A superior credit rating and financial acumen apparently have done little to help revive Enron Corp.’s collapsed energy trading operations. UBS Warburg Energy debuted early this year after taking over the trading business. However, the Houston-based unit has failed to produce, and 10 months later, the corporation’s president admits the “business outlook is very challenging.”

During a third-quarter earnings call from Zurich, Switzerland, UBS Group President Peter Wuffli told analysts that as far as energy trading goes, “we have seen a total collapse in the business.” UBS Warburg, the UBS securities arm, acquired Enron’s merchant trading unit through a bankruptcy auction earlier this year after agreeing to cover the payroll and pay Enron about one third of pre-tax profit — with no money down — in a deal that many at the time considered a coup (see Daily GPI, Jan. 14).

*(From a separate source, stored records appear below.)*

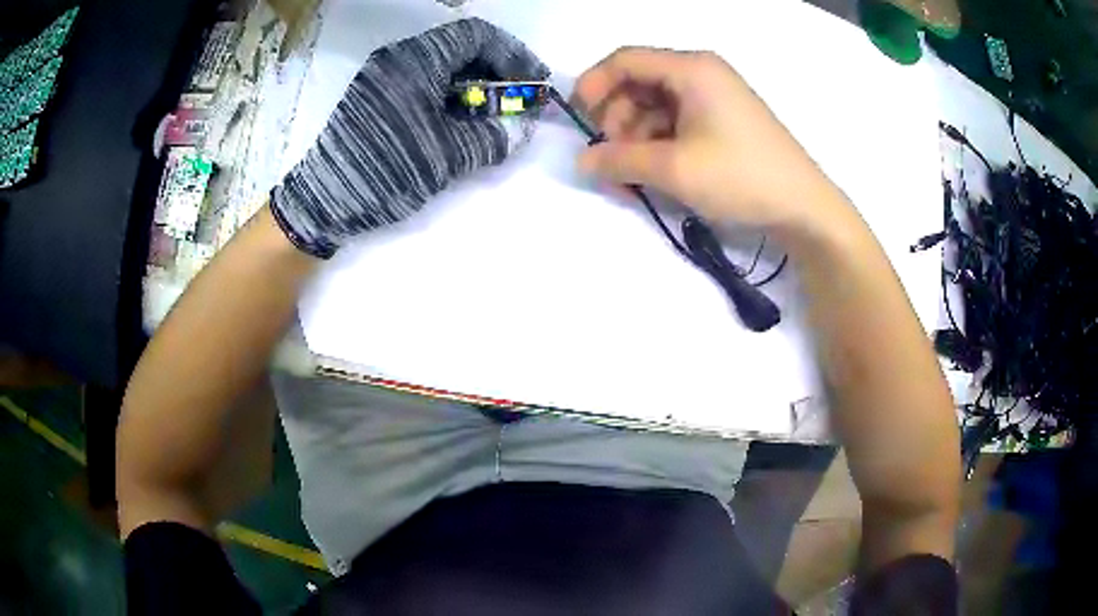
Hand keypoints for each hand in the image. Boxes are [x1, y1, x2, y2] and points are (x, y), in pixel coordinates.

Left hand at [272, 19, 547, 258]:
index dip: (513, 53)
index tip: (533, 80)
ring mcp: (383, 73)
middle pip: (460, 45)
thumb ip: (492, 138)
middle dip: (496, 68)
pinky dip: (450, 91)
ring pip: (442, 62)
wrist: (323, 201)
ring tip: (493, 111)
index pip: (477, 35)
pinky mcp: (376, 93)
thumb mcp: (446, 158)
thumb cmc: (385, 172)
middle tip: (517, 97)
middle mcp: (399, 57)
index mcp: (416, 61)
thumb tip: (523, 128)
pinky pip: (423, 78)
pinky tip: (460, 117)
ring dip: (474, 80)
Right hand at [574, 47, 851, 239]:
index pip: (625, 60)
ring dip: (636, 138)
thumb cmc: (741, 177)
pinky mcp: (722, 122)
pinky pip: (677, 123)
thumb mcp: (674, 169)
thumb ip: (620, 160)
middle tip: (611, 158)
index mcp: (691, 69)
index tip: (578, 119)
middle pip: (639, 83)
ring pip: (656, 107)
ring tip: (631, 178)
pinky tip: (655, 175)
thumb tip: (582, 161)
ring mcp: (714, 98)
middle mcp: (701, 74)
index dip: (594, 85)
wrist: (803, 208)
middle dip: (616, 119)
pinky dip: (659, 145)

Any near-term success, however, is unlikely. UBS laid off about 130 of its 630-plus energy unit employees in August, and more lay-offs are rumored to be coming — although UBS has remained tight-lipped about its operation since it started. It has closed an office in Portland, OR, but a spokesman said no other jobs had been cut. Although most of the former U.S. heavyweights have pulled out of energy trading, Wuffli said UBS has no plans to exit.

“We have not succeeded to date,” said Wuffli. But he added, “We want to avoid exiting this business. We think at some stage that the U.S. will need the market.” Wuffli added that it was possible for the energy unit to turn a profit next year “if markets improve.”